> [Given entries]:
- - -

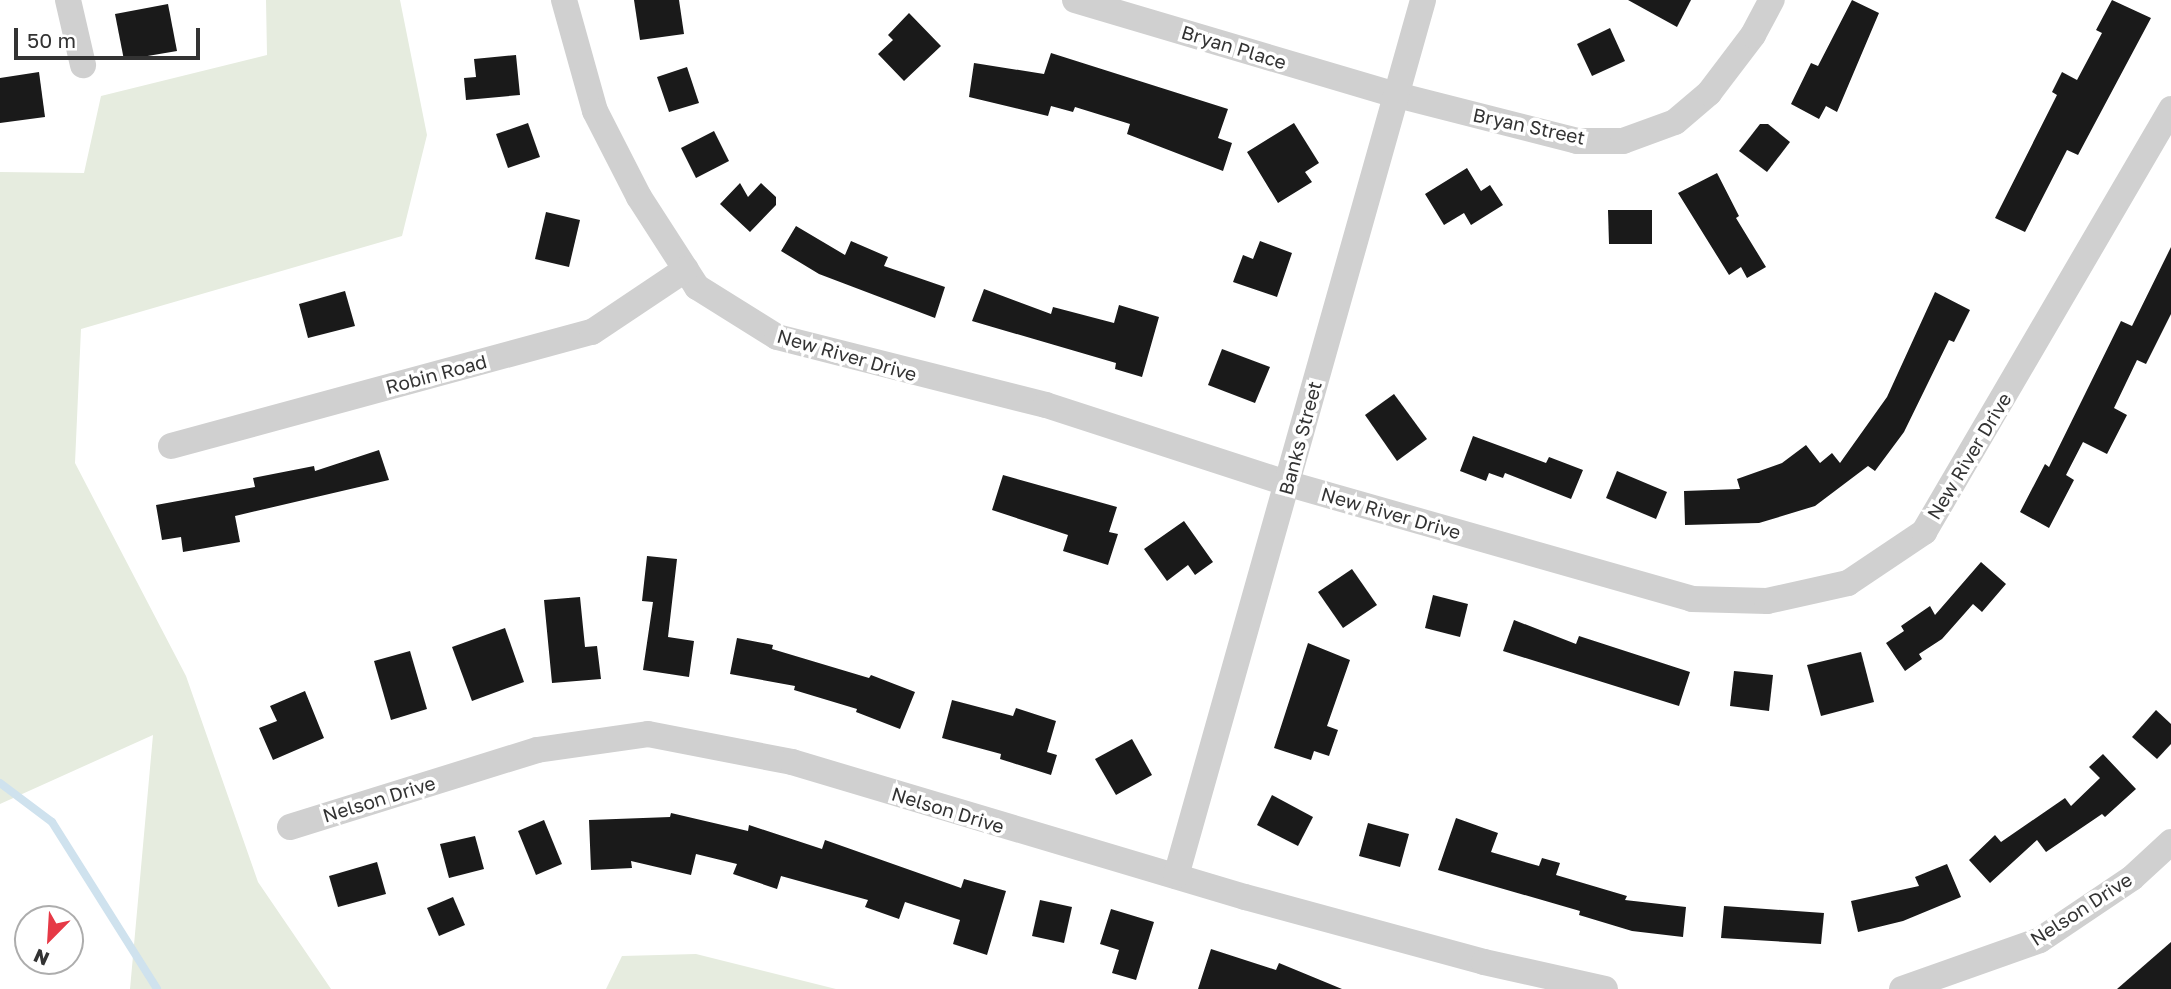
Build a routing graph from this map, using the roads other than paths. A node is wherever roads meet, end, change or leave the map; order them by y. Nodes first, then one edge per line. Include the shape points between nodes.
1 (68, 0) edge
2 (564, 0) edge
3 (1075, 0) edge
4 (1423, 0) edge
5 (1772, 0) edge
6 (83, 65) dead end
7 (1393, 94) junction
8 (2171, 109) edge
9 (686, 269) junction
10 (171, 446) dead end
11 (1289, 484) junction
12 (290, 827) dead end
13 (2171, 842) edge
14 (1176, 876) junction
15 (1605, 989) edge
16 (1902, 989) edge

1 - 6 street
2 - 9 street, New River Drive via 595,111 639,197
3 - 7 street, Bryan Place
4 - 7 street, Banks Street
5 - 7 street, Bryan Street via 1753,35 1709,93 1675,121 1623,141 1577,141
7 - 11 street, Banks Street
8 - 11 street, New River Drive via 1924,532 1848,583 1768,601 1692,599
9 - 10 street, Robin Road via 592,332
9 - 11 street, New River Drive via 698,286 777,337 1046,405
11 - 14 street, Banks Street
12 - 14 street, Nelson Drive via 537,750 648,734 792,762
13 - 16 street, Nelson Drive via 2132,878 2040,940
14 - 15 street, Nelson Drive via 1484,962

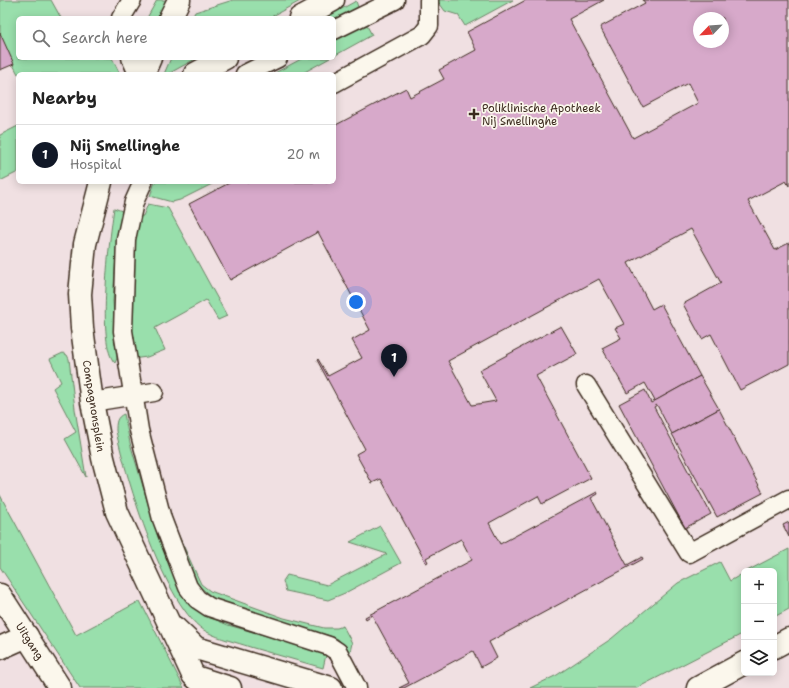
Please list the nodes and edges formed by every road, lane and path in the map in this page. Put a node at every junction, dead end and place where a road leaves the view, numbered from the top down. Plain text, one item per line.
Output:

- - -

> [Exercise details]:
Everything in the material above must be repeated exactly, apart from its pictures.

> [Answer space]:
Build a routing graph from this map, using the roads other than paths. A node is wherever roads meet, end, change or leave the map; order them by y. Nodes first, then one edge per line. Include the shape points between nodes.
1 (68, 0) edge
2 (564, 0) edge
3 (1075, 0) edge
4 (1423, 0) edge
5 (1772, 0) edge
6 (83, 65) dead end
7 (1393, 94) junction
8 (2171, 109) edge
9 (686, 269) junction
10 (171, 446) dead end
11 (1289, 484) junction
12 (290, 827) dead end
13 (2171, 842) edge
14 (1176, 876) junction
15 (1605, 989) edge
16 (1902, 989) edge

1 - 6 street
2 - 9 street, New River Drive via 595,111 639,197
3 - 7 street, Bryan Place
4 - 7 street, Banks Street
5 - 7 street, Bryan Street via 1753,35 1709,93 1675,121 1623,141 1577,141
7 - 11 street, Banks Street
8 - 11 street, New River Drive via 1924,532 1848,583 1768,601 1692,599
9 - 10 street, Robin Road via 592,332
9 - 11 street, New River Drive via 698,286 777,337 1046,405
11 - 14 street, Banks Street
12 - 14 street, Nelson Drive via 537,750 648,734 792,762
13 - 16 street, Nelson Drive via 2132,878 2040,940
14 - 15 street, Nelson Drive via 1484,962

Please list the nodes and edges formed by every road, lane and path in the map in this page. Put a node at every junction, dead end and place where a road leaves the view, numbered from the top down. Plain text, one item per line.
Output:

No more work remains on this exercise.